Records from a dataset
= = = = =
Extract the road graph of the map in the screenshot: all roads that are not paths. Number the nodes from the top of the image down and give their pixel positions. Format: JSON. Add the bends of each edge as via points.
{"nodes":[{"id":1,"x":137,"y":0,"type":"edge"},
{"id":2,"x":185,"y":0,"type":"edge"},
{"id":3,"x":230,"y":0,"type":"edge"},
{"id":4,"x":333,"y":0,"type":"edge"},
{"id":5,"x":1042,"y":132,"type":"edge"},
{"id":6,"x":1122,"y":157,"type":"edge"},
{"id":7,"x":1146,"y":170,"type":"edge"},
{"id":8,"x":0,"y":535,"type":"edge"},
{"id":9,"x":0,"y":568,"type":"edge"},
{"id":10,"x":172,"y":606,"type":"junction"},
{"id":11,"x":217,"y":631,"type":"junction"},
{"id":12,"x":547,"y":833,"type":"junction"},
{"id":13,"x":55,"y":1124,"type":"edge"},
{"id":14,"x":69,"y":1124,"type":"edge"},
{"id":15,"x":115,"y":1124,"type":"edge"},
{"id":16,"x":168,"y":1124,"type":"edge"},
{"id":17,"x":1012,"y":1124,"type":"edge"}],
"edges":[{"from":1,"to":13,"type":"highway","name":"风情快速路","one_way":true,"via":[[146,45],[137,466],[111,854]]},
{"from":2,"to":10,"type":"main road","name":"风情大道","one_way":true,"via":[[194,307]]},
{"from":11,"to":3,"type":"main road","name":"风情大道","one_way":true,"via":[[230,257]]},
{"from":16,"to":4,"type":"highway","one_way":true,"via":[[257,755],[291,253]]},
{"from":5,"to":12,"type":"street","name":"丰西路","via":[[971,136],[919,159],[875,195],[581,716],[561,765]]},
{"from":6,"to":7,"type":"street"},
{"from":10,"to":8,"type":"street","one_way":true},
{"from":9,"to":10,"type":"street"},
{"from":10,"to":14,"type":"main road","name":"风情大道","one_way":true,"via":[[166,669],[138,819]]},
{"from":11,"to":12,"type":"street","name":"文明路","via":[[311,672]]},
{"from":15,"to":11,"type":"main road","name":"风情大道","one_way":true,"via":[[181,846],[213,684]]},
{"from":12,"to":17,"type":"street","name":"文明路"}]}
= = = = =
Problem to solve:
Every line of the data should be copied exactly.

Answer for this exercise:
Extract the road graph of the map in the screenshot: all roads that are not paths. Number the nodes from the top of the image down and give their pixel positions. Format: JSON. Add the bends of each edge as via points.
{"nodes":[{"id":1,"x":137,"y":0,"type":"edge"},
{"id":2,"x":185,"y":0,"type":"edge"},
{"id":3,"x":230,"y":0,"type":"edge"},
{"id":4,"x":333,"y":0,"type":"edge"},
{"id":5,"x":1042,"y":132,"type":"edge"},
{"id":6,"x":1122,"y":157,"type":"edge"},
{"id":7,"x":1146,"y":170,"type":"edge"},
{"id":8,"x":0,"y":535,"type":"edge"},
{"id":9,"x":0,"y":568,"type":"edge"},
{"id":10,"x":172,"y":606,"type":"junction"},
{"id":11,"x":217,"y":631,"type":"junction"},
{"id":12,"x":547,"y":833,"type":"junction"},
{"id":13,"x":55,"y":1124,"type":"edge"},
{"id":14,"x":69,"y":1124,"type":"edge"},
{"id":15,"x":115,"y":1124,"type":"edge"},
{"id":16,"x":168,"y":1124,"type":"edge"},
{"id":17,"x":1012,"y":1124,"type":"edge"}],
"edges":[{"from":1,"to":13,"type":"highway","name":"风情快速路","one_way":true,"via":[[146,45],[137,466],[111,854]]},
{"from":2,"to":10,"type":"main road","name":"风情大道","one_way":true,"via":[[194,307]]},
{"from":11,"to":3,"type":"main road","name":"风情大道","one_way":true,"via":[[230,257]]},
{"from":16,"to":4,"type":"highway","one_way":true,"via":[[257,755],[291,253]]},
{"from":5,"to":12,"type":"street","name":"丰西路","via":[[971,136],[919,159],[875,195],[581,716],[561,765]]},
{"from":6,"to":7,"type":"street"},
{"from":10,"to":8,"type":"street","one_way":true},
{"from":9,"to":10,"type":"street"},
{"from":10,"to":14,"type":"main road","name":"风情大道","one_way":true,"via":[[166,669],[138,819]]},
{"from":11,"to":12,"type":"street","name":"文明路","via":[[311,672]]},
{"from":15,"to":11,"type":"main road","name":"风情大道","one_way":true,"via":[[181,846],[213,684]]},
{"from":12,"to":17,"type":"street","name":"文明路"}]}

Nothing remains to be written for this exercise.